DATASET ENTRIES -
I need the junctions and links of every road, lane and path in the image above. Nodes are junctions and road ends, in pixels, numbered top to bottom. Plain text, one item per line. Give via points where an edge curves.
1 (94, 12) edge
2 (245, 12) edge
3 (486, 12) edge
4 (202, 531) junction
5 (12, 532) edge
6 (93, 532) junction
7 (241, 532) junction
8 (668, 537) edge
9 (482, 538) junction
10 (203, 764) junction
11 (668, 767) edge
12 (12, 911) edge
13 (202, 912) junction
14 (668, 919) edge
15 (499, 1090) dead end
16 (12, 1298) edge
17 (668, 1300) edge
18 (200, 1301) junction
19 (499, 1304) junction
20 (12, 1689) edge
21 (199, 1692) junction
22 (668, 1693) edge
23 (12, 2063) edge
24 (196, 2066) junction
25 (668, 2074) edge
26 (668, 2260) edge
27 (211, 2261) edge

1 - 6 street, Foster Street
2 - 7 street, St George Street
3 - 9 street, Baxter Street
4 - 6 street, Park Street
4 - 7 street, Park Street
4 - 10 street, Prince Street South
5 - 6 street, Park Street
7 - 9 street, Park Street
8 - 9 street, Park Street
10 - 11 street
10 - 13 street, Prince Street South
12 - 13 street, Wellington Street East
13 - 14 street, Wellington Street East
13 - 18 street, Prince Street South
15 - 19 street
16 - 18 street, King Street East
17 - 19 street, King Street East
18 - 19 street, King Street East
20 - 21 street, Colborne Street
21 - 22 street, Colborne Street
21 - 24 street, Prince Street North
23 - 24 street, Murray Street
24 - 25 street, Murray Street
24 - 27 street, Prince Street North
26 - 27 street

ACTIVITY -
Print all records shown above, word for word.

THE COMPLETED TASK -
I need the junctions and links of every road, lane and path in the image above. Nodes are junctions and road ends, in pixels, numbered top to bottom. Plain text, one item per line. Give via points where an edge curves.
1 (94, 12) edge
2 (245, 12) edge
3 (486, 12) edge
4 (202, 531) junction
5 (12, 532) edge
6 (93, 532) junction
7 (241, 532) junction
8 (668, 537) edge
9 (482, 538) junction
10 (203, 764) junction
11 (668, 767) edge
12 (12, 911) edge
13 (202, 912) junction
14 (668, 919) edge
15 (499, 1090) dead end
16 (12, 1298) edge
17 (668, 1300) edge
18 (200, 1301) junction
19 (499, 1304) junction
20 (12, 1689) edge
21 (199, 1692) junction
22 (668, 1693) edge
23 (12, 2063) edge
24 (196, 2066) junction
25 (668, 2074) edge
26 (668, 2260) edge
27 (211, 2261) edge

1 - 6 street, Foster Street
2 - 7 street, St George Street
3 - 9 street, Baxter Street
4 - 6 street, Park Street
4 - 7 street, Park Street
4 - 10 street, Prince Street South
5 - 6 street, Park Street
7 - 9 street, Park Street
8 - 9 street, Park Street
10 - 11 street
10 - 13 street, Prince Street South
12 - 13 street, Wellington Street East
13 - 14 street, Wellington Street East
13 - 18 street, Prince Street South
15 - 19 street
16 - 18 street, King Street East
17 - 19 street, King Street East
18 - 19 street, King Street East
20 - 21 street, Colborne Street
21 - 22 street, Colborne Street
21 - 24 street, Prince Street North
23 - 24 street, Murray Street
24 - 25 street, Murray Street
24 - 27 street, Prince Street North
26 - 27 street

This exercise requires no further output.